Question: The nurse calls the healthcare provider because a client diagnosed with an abdominal aortic aneurysm (AAA) is reporting low back pain. Which additional information about the client would be important for the nurse to tell the healthcare provider?
Answer Options: A) Calcium level and skin condition. B) Hematocrit and blood pressure. C) White blood cell count and pulse rate. D) Serum amylase and level of consciousness.
Answer: B) Hematocrit and blood pressure.
Question: A client has an absolute neutrophil count (ANC) of 500/mm^3 (0.5 x 10^9/L) after completing chemotherapy. Which intervention is most important for the nurse to implement?
Answer Options: A) Review need for pneumococcal vaccine. B) Assess vital signs every 4 hours. C) Place the client in protective isolation. D) Implement bleeding precautions.
Answer: C) Place the client in protective isolation.
Question: The nurse is preparing an older adult client for a magnetic resonance imaging (MRI) with contrast. Which laboratory value should the nurse report to the healthcare provider before the scan is performed?
Answer Options: A) Blood urea nitrogen of 22 mg/dL. B) Glycosylated hemoglobin of 8%. C) Serum creatinine of 1.9 mg/dL. D) Fasting blood sugar of 200 mg/dL.
Answer: C) Serum creatinine of 1.9 mg/dL.
Question: The nurse is evaluating a client’s understanding of diet teaching about the DASH (Dietary Approaches to Stop Hypertension) eating plan. Which behavior indicates that the client is adhering to the eating plan?
Answer Options: A) Enjoys fat-free yogurt as an occasional snack food. B) Carefully cleans and peels all fresh fruit and vegetables. C) Uses only lactose-free dairy products. D) No longer includes grains in the daily diet.
Answer: A) Enjoys fat-free yogurt as an occasional snack food.

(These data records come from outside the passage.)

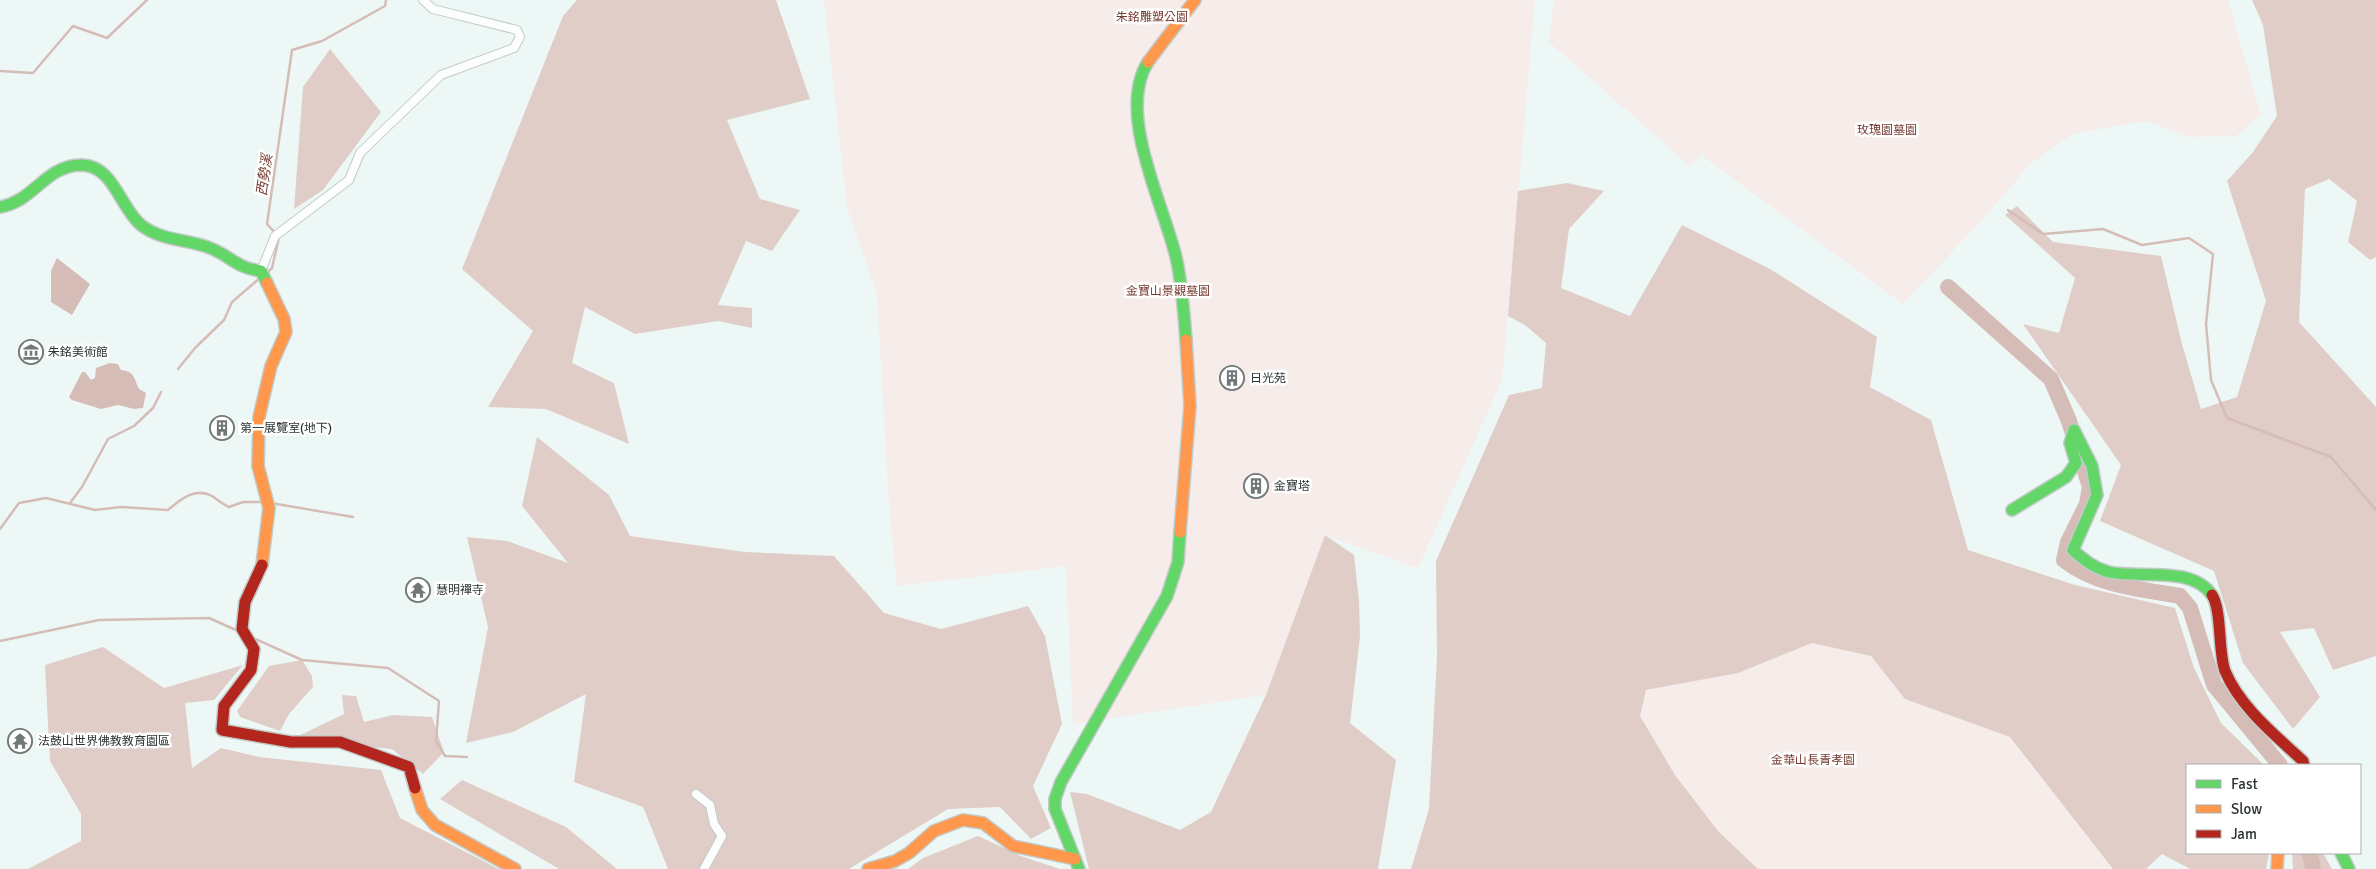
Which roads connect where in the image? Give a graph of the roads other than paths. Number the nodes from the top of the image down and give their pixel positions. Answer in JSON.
{"nodes":[{"id":1,"x":423,"y":0,"type":"edge"},
{"id":2,"x":1195,"y":0,"type":"edge"},
{"id":3,"x":0,"y":207,"type":"edge"},
{"id":4,"x":261,"y":271,"type":"junction"},
{"id":5,"x":2012,"y":510,"type":"dead end"},
{"id":6,"x":2304,"y":764,"type":"edge"},
{"id":7,"x":696,"y":794,"type":"dead end"},
{"id":8,"x":2278,"y":854,"type":"edge"},
{"id":9,"x":2342,"y":854,"type":"edge"},
{"id":10,"x":1077,"y":864,"type":"edge"},
{"id":11,"x":515,"y":869,"type":"edge"},
{"id":12,"x":704,"y":869,"type":"edge"},
{"id":13,"x":868,"y":869,"type":"edge"},
{"id":14,"x":2276,"y":869,"type":"edge"},
{"id":15,"x":2349,"y":869,"type":"edge"}],
"edges":[{"from":1,"to":4,"type":"street"},
{"from":2,"to":10,"type":"street"},
{"from":3,"to":4,"type":"street"},
{"from":4,"to":11,"type":"street"},
{"from":5,"to":6,"type":"street"},
{"from":7,"to":12,"type":"street"},
{"from":8,"to":14,"type":"street"},
{"from":9,"to":15,"type":"street"},
{"from":10,"to":13,"type":"street"}]}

Question: A client who fractured the right femur from a fall at home is placed in traction while awaiting surgery. When the client informs the nurse of the need to urinate, which intervention should the nurse implement?
Answer Options: A) Maintain traction while the client uses a urinal. B) Log roll the client and place adult disposable briefs beneath the client. C) Release the traction so the client can use a bedpan. D) Insert an indwelling urinary catheter preoperatively.
Answer: A) Maintain traction while the client uses a urinal.